ACTION ITEM ->
Scan the listing for the word "Becker", and copy out each line where it is found.

DATASET RECORDS ->

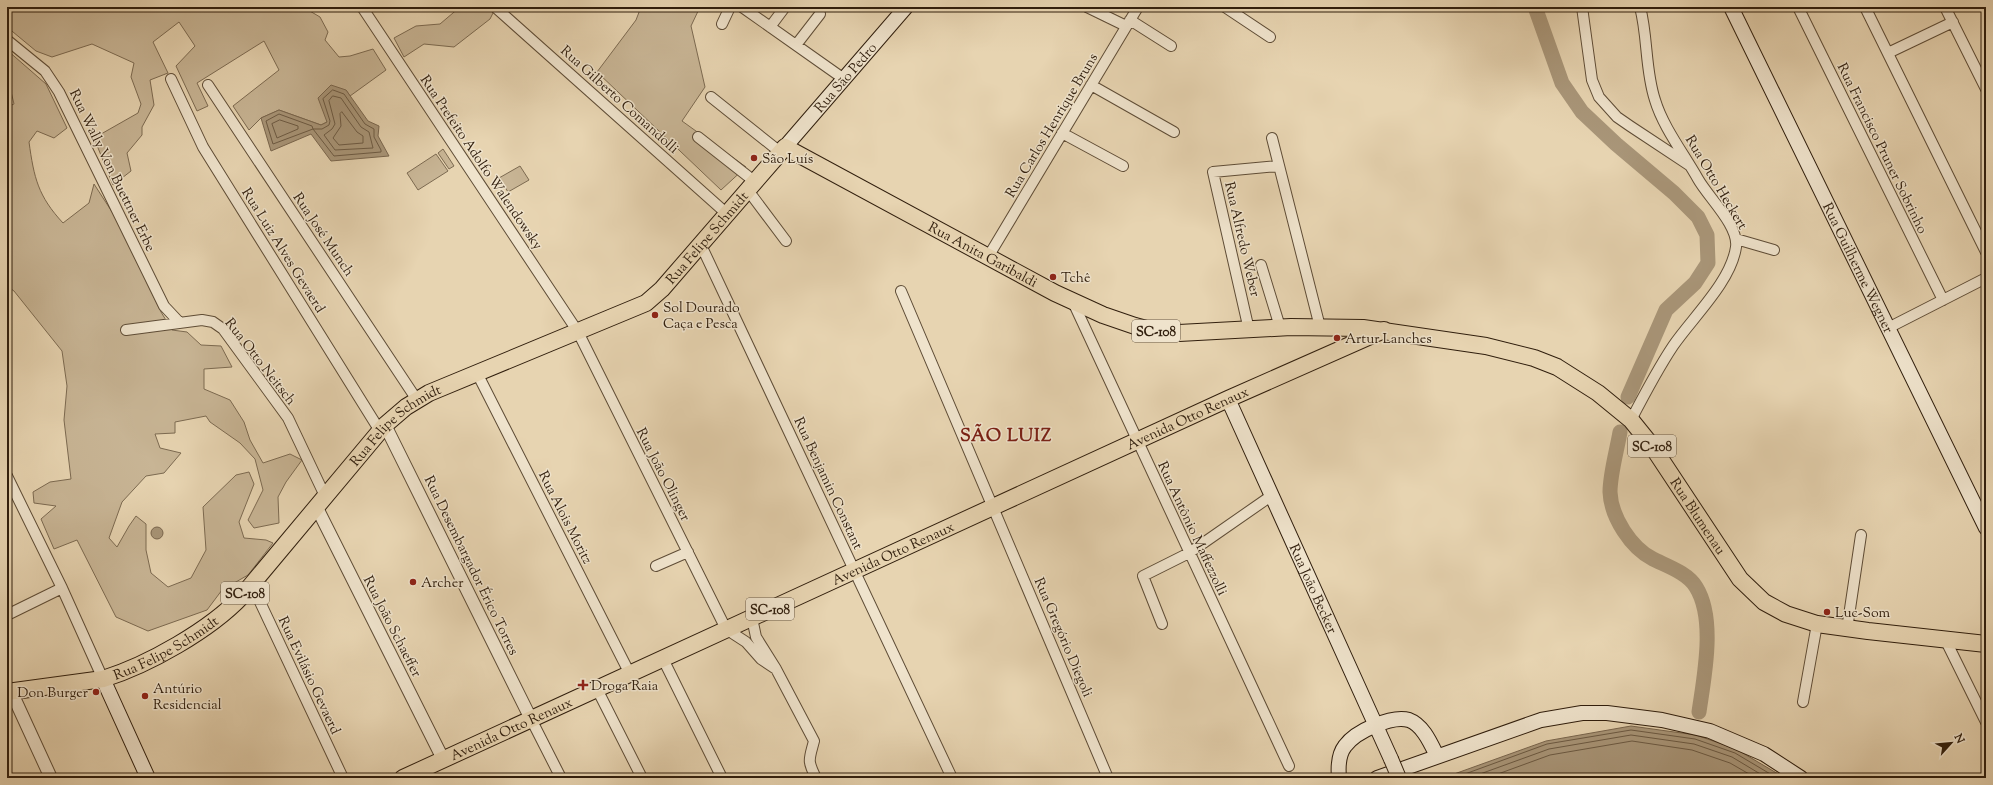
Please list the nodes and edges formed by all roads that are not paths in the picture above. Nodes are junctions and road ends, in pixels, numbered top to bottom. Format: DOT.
graph roads {
  1 [pos="362,7"];
  2 [pos="494,7"];
  3 [pos="730,7"];
  4 [pos="742,7"];
  5 [pos="786,7"];
  6 [pos="906,7"];
  7 [pos="1087,7"];
  8 [pos="1138,7"];
  9 [pos="1225,7"];
  10 [pos="1582,7"];
  11 [pos="1640,7"];
  12 [pos="1731,7"];
  13 [pos="1742,7"];
  14 [pos="1798,7"];
  15 [pos="1865,7"];
  16 [pos="1945,7"];
  17 [pos="820,14"];
  18 [pos="1953,22"];
  19 [pos="1128,23"];
  20 [pos="722,24"];
  21 [pos="770,27"];
  22 [pos="1270,37"];
  23 [pos="7,40"];
  24 [pos="796,45"];
  25 [pos="1171,46"];
  26 [pos="1758,52"];
  27 [pos="1888,53"];
  28 [pos="171,79"];
  29 [pos="844,79"];
  30 [pos="208,84"];
  31 [pos="1091,85"];
  32 [pos="1986,89"];
  33 [pos="710,97"];
  34 [pos="1174,132"];
  35 [pos="1062,133"];
  36 [pos="698,137"];
  37 [pos="1272,138"];
  38 [pos="782,149"];
  39 [pos="1123,166"];
  40 [pos="1278,166"];
  41 [pos="1691,167"];
  42 [pos="751,185"];
  43 [pos="726,213"];
  44 [pos="1736,239"];
  45 [pos="786,241"];
  46 [pos="700,243"];
  47 [pos="1774,250"];
  48 [pos="1986,252"];
  49 [pos="988,257"];
  50 [pos="1261,265"];
  51 [pos="1986,278"];
  52 [pos="901,291"];
  53 [pos="1943,300"];
  54 [pos="1073,302"];
  55 [pos="180,323"];
  56 [pos="1892,326"];
  57 [pos="1280,327"];
  58 [pos="1320,327"];
  59 [pos="1341,327"];
  60 [pos="126,330"];
  61 [pos="1249,330"];
  62 [pos="1384,330"];
  63 [pos="578,332"];
  64 [pos="1349,346"];
  65 [pos="478,373"];
  66 [pos="417,400"];
  67 [pos="1228,400"];
  68 [pos="1631,420"];
  69 [pos="383,428"];
  70 [pos="1137,441"];
  71 [pos="7,476"];
  72 [pos="1271,496"];
  73 [pos="321,501"];
  74 [pos="993,507"];
  75 [pos="1986,507"];
  76 [pos="1986,528"];
  77 [pos="1861,535"];
  78 [pos="688,552"];
  79 [pos="1189,553"];
  80 [pos="656,566"];
  81 [pos="854,571"];
  82 [pos="252,585"];
  83 [pos="62,588"];
  84 [pos="7,615"];
  85 [pos="752,618"];
  86 [pos="1162,624"];
  87 [pos="1817,624"];
  88 [pos="1847,628"];
  89 [pos="726,629"];
  90 [pos="1945,639"];
  91 [pos="1986,644"];
  92 [pos="663,659"];
  93 [pos="776,669"];
  94 [pos="630,674"];
  95 [pos="103,679"];
  96 [pos="597,689"];
  97 [pos="9,692"];
  98 [pos="1803,702"];
  99 [pos="532,719"];
  100 [pos="1986,722"];
  101 [pos="1376,726"];
  102 [pos="1437,756"];
  103 [pos="443,759"];
  104 [pos="1289,766"];
  105 [pos="51,778"];
  106 [pos="148,778"];
  107 [pos="343,778"];
  108 [pos="402,778"];
  109 [pos="561,778"];
  110 [pos="642,778"];
  111 [pos="722,778"];
  112 [pos="816,778"];
  113 [pos="952,778"];
  114 [pos="1108,778"];
  115 [pos="1339,778"];
  116 [pos="1377,778"];
  117 [pos="1399,778"];
  118 [pos="1801,778"];
  1 -- 63 [label="street, Rua Prefeito Adolfo Walendowsky"];
  2 -- 43 [label="street, Rua Gilberto Comandolli"];
  3 -- 20 [label="street"];
  4 -- 21 [label="street"];
  5 -- 21 [label="street"];
  6 -- 29 [label="main road, Rua São Pedro"];
  7 -- 19 [label="street"];
  8 -- 19 [label="street, Rua Carlos Henrique Bruns"];
  9 -- 22 [label="street"];
  10 -- 41 [label="street"];
  11 -- 41 [label="street, Rua Otto Heckert"];
  12 -- 26 [label="main road, Rua Guilherme Wegner"];
  13 -- 26 [label="main road, Rua Guilherme Wegner"];
  14 -- 53 [label="street, Rua Francisco Pruner Sobrinho"];
  15 -- 27 [label="street"];
  16 -- 18 [label="street"];
  17 -- 24 [label="street"];
  18 -- 27 [label="street"];
  18 -- 32 [label="street"];
  19 -- 25 [label="street"];
  19 -- 31 [label="street, Rua Carlos Henrique Bruns"];
  21 -- 24 [label="street"];
  23 -- 55 [label="street, Rua Wally Von Buettner Erbe"];
  24 -- 29 [label="street"];
  26 -- 56 [label="main road, Rua Guilherme Wegner"];
  27 -- 48 [label="street"];
  28 -- 69 [label="street, Rua Luiz Alves Gevaerd"];
  29 -- 38 [label="main road, Rua São Pedro"];
  30 -- 66 [label="street, Rua José Munch"];
  31 -- 34 [label="street"];
  31 -- 35 [label="street, Rua Carlos Henrique Bruns"];
  33 -- 38 [label="street"];
  35 -- 39 [label="street"];
  35 -- 49 [label="street, Rua Carlos Henrique Bruns"];
  36 -- 42 [label="street"];
  37 -- 40 [label="street"];
  38 -- 42 [label="main road, Rua Felipe Schmidt / SC-108"];
  38 -- 49 [label="main road, Rua Anita Garibaldi / SC-108"];
  40 -- 58 [label="street"];
  40 -- 61 [label="street, Rua Alfredo Weber"];
  41 -- 44 [label="street, Rua Otto Heckert"];
  42 -- 43 [label="main road, Rua Felipe Schmidt / SC-108"];
  42 -- 45 [label="street"];
  43 -- 46 [label="main road, Rua Felipe Schmidt / SC-108"];
  44 -- 47 [label="street"];
  44 -- 68 [label="street, Rua Otto Heckert"];
  46 -- 63 [label="main road, Rua Felipe Schmidt / SC-108"];
  46 -- 81 [label="street, Rua Benjamin Constant"];
  49 -- 54 [label="main road, Rua Anita Garibaldi / SC-108"];
  50 -- 57 [label="street"];
  51 -- 53 [label="street"];
  52 -- 74 [label="street, Rua Gregório Diegoli"];
  53 -- 56 [label="street"];
  54 -- 61 [label="main road, Rua Anita Garibaldi / SC-108"];
  54 -- 70 [label="street, Rua Antônio Maffezzolli"];
  55 -- 60 [label="street, Rua Otto Neitsch"];
  55 -- 73 [label="street, Rua Otto Neitsch"];
  56 -- 75 [label="main road, Rua Guilherme Wegner"];
  56 -- 76 [label="main road, Rua Guilherme Wegner"];
  57 -- 58 [label="main road, Rua Anita Garibaldi / SC-108"];
  57 -- 61 [label="main road, Rua Anita Garibaldi / SC-108"];
  58 -- 59 [label="main road, Rua Anita Garibaldi / SC-108"];
  59 -- 62 [label="main road, Rua Anita Garibaldi / SC-108"];
  59 -- 64 [label="main road"];
  62 -- 64 [label="main road, Avenida Otto Renaux / SC-108"];
  62 -- 68 [label="main road, Rua Blumenau / SC-108"];
  63 -- 65 [label="main road, Rua Felipe Schmidt / SC-108"];
  63 -- 78 [label="street, Rua João Olinger"];
  64 -- 67 [label="main road, Avenida Otto Renaux / SC-108"];
  65 -- 66 [label="main road, Rua Felipe Schmidt / SC-108"];
  65 -- 94 [label="street, Rua Alois Moritz"];
  66 -- 69 [label="main road, Rua Felipe Schmidt / SC-108"];
  67 -- 70 [label="main road, Avenida Otto Renaux / SC-108"];
  67 -- 72 [label="main road, Rua João Becker"];
  68 -- 87 [label="main road, Rua Blumenau / SC-108"];
  69 -- 73 [label="main road, Rua Felipe Schmidt / SC-108"];
  69 -- 99 [label="street, Rua Desembargador Érico Torres"];
  70 -- 74 [label="main road, Avenida Otto Renaux / SC-108"];
  70 -- 79 [label="street, Rua Antônio Maffezzolli"];
  71 -- 83 [label="street"];
  72 -- 79 [label="street"];
  72 -- 101 [label="main road, Rua João Becker"];
  73 -- 82 [label="main road, Rua Felipe Schmidt / SC-108"];
  73 -- 103 [label="street, Rua João Schaeffer"];
  74 -- 81 [label="main road, Avenida Otto Renaux / SC-108"];
  74 -- 114 [label="street, Rua Gregório Diegoli"];
  77 -- 88 [label="street"];
  78 -- 80 [label="street"];
  78 -- 89 [label="street, Rua João Olinger"];
  79 -- 86 [label="street"];
  79 -- 104 [label="street, Rua Antônio Maffezzolli"];
  81 -- 85 [label="main road, Avenida Otto Renaux / SC-108"];
  81 -- 113 [label="street, Rua Benjamin Constant"];
  82 -- 95 [label="main road, Rua Felipe Schmidt / SC-108"];
  82 -- 107 [label="street, Rua Evilásio Gevaerd"];
  83 -- 84 [label="street"];
  83 -- 95 [label="street"];
  85 -- 89 [label="main road, Avenida Otto Renaux / SC-108"];
  85 -- 93 [label="street"];
  87 -- 88 [label="main road, Rua Blumenau / SC-108"];
  87 -- 98 [label="street"];
  88 -- 90 [label="main road, Rua Blumenau / SC-108"];
  89 -- 92 [label="main road, Avenida Otto Renaux / SC-108"];
  89 -- 93 [label="street"];
  90 -- 91 [label="main road, Rua Blumenau / SC-108"];
  90 -- 100 [label="street"];
  92 -- 94 [label="main road, Avenida Otto Renaux / SC-108"];
  92 -- 111 [label="street"];
  93 -- 112 [label="street"];
  94 -- 96 [label="main road, Avenida Otto Renaux / SC-108"];
  95 -- 97 [label="main road, Rua Felipe Schmidt / SC-108"];
  95 -- 106 [label="main road"];
  96 -- 99 [label="main road, Avenida Otto Renaux / SC-108"];
  96 -- 110 [label="street"];
  97 -- 105 [label="street"];
  99 -- 103 [label="main road, Avenida Otto Renaux / SC-108"];
  99 -- 109 [label="street"];
  101 -- 102 [label="main road"];
  101 -- 115 [label="main road"];
  101 -- 117 [label="main road, Rua João Becker, bridge"];
  102 -- 116 [label="main road"];
  102 -- 118 [label="main road"];
  103 -- 108 [label="main road, Avenida Otto Renaux / SC-108"];
}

ANSWER TO THIS EXERCISE ->
  67 -- 72 [label="main road, Rua João Becker"];
  72 -- 101 [label="main road, Rua João Becker"];
  101 -- 117 [label="main road, Rua João Becker, bridge"];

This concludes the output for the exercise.